▽

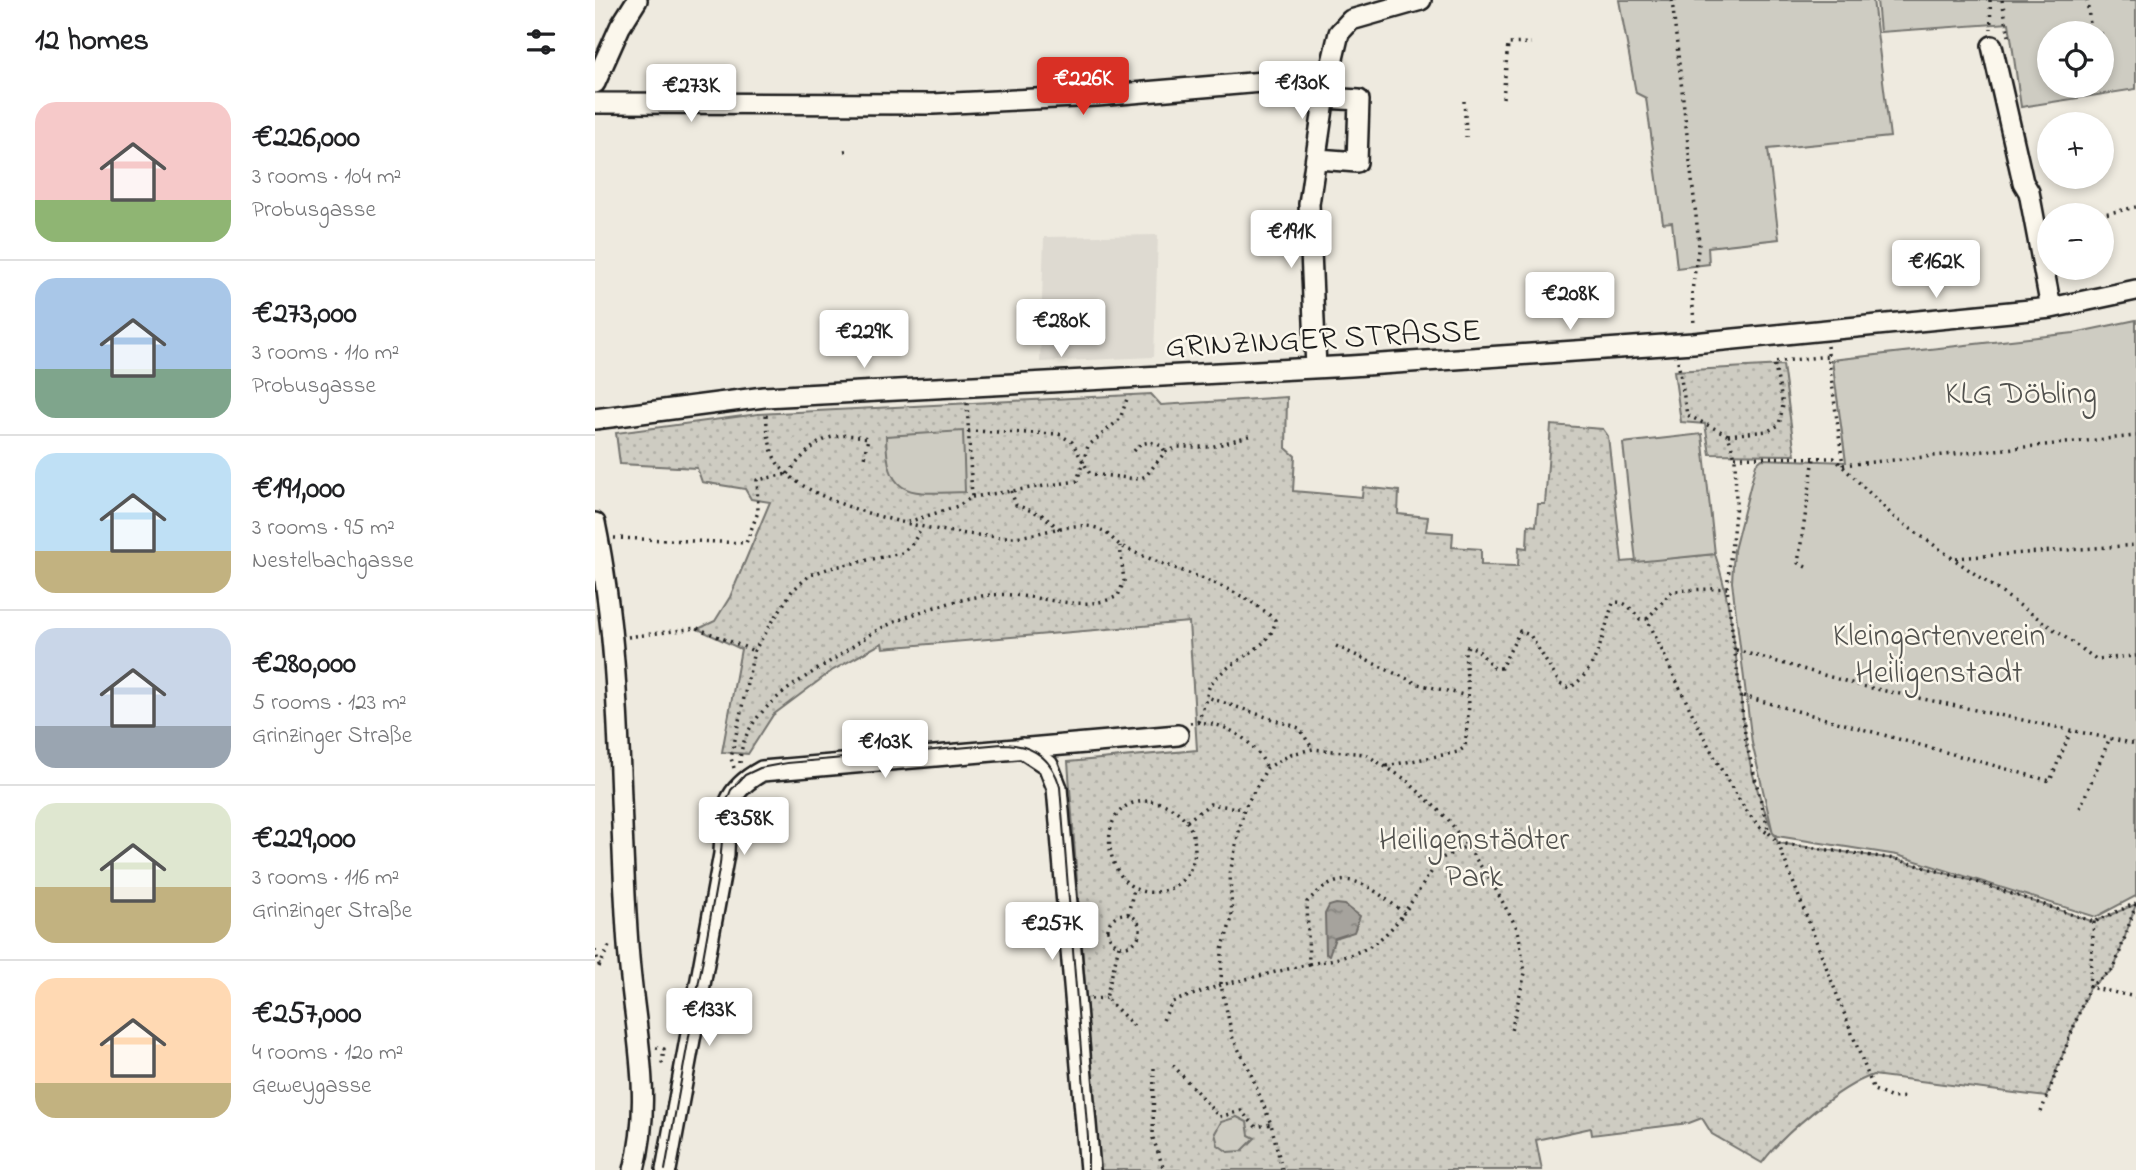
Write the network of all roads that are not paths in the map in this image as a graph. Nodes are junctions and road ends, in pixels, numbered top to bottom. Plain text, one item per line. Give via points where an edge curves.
1 (637, 0) edge
2 (1420, 0) edge
3 (1992, 46) road end
4 (595, 83) edge
5 (1326, 93) junction
6 (595, 103) edge
7 (1316, 168) junction
8 (2136, 290) edge
9 (2051, 307) junction
10 (1316, 368) junction
11 (595, 419) edge
12 (597, 531) edge
13 (1178, 735) road end
14 (1022, 748) junction
15 (634, 1170) edge
16 (666, 1170) edge
17 (1090, 1170) edge

1 - 4 street
2 - 5 street via 1343,25
3 - 9 street via 2021,175 2029,192
5 - 6 street via 1285,80 933,104
5 - 7 street
5 - 7 street via 1359,100 1357,162
7 - 10 street via 1308,224
8 - 9 street, GRINZINGER STRASSE
9 - 10 street, GRINZINGER STRASSE via 1684,344
10 - 11 street, GRINZINGER STRASSE via 764,397
12 - 15 street via 619,694 629,959 644,1081
13 - 14 street
14 - 16 street via 762,771 740,783 726,814 724,854
14 - 17 street via 1048,765 1057,788

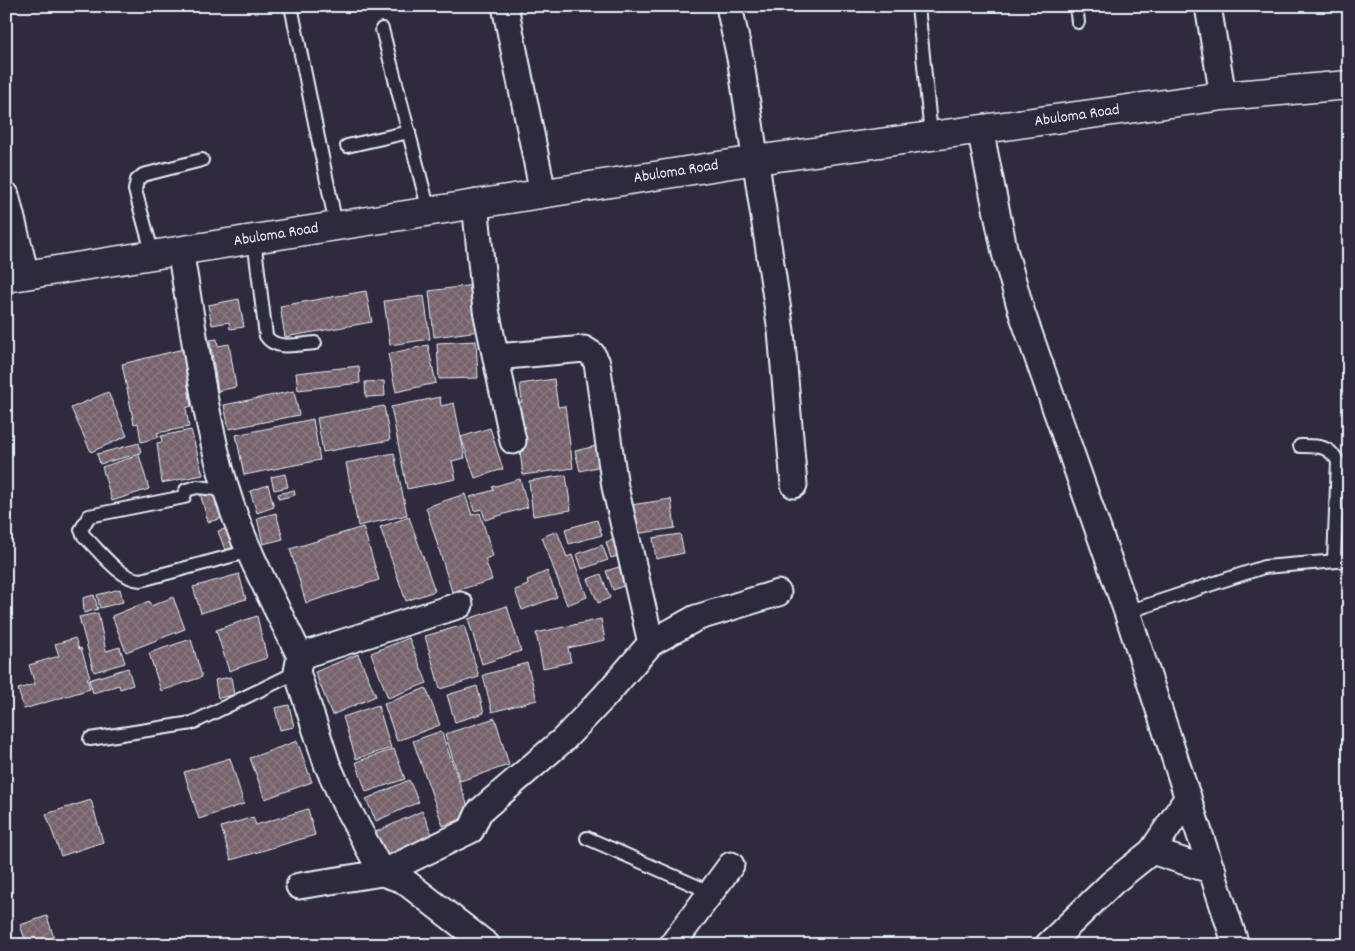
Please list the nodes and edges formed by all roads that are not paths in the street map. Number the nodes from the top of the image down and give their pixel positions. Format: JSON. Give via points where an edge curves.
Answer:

△

* EXERCISE DIRECTIONS
I'd like the material above repeated exactly, with the pictures omitted.

* ANSWER TO THIS TASK
Write the network of all roads that are not paths in the map in this image as a graph. Nodes are junctions and road ends, in pixels, numbered top to bottom. Plain text, one item per line. Give via points where an edge curves.
1 (637, 0) edge
2 (1420, 0) edge
3 (1992, 46) road end
4 (595, 83) edge
5 (1326, 93) junction
6 (595, 103) edge
7 (1316, 168) junction
8 (2136, 290) edge
9 (2051, 307) junction
10 (1316, 368) junction
11 (595, 419) edge
12 (597, 531) edge
13 (1178, 735) road end
14 (1022, 748) junction
15 (634, 1170) edge
16 (666, 1170) edge
17 (1090, 1170) edge

1 - 4 street
2 - 5 street via 1343,25
3 - 9 street via 2021,175 2029,192
5 - 6 street via 1285,80 933,104
5 - 7 street
5 - 7 street via 1359,100 1357,162
7 - 10 street via 1308,224
8 - 9 street, GRINZINGER STRASSE
9 - 10 street, GRINZINGER STRASSE via 1684,344
10 - 11 street, GRINZINGER STRASSE via 764,397
12 - 15 street via 619,694 629,959 644,1081
13 - 14 street
14 - 16 street via 762,771 740,783 726,814 724,854
14 - 17 street via 1048,765 1057,788

Please list the nodes and edges formed by all roads that are not paths in the street map. Number the nodes from the top of the image down and give their pixel positions. Format: JSON. Give via points where an edge curves.
Answer:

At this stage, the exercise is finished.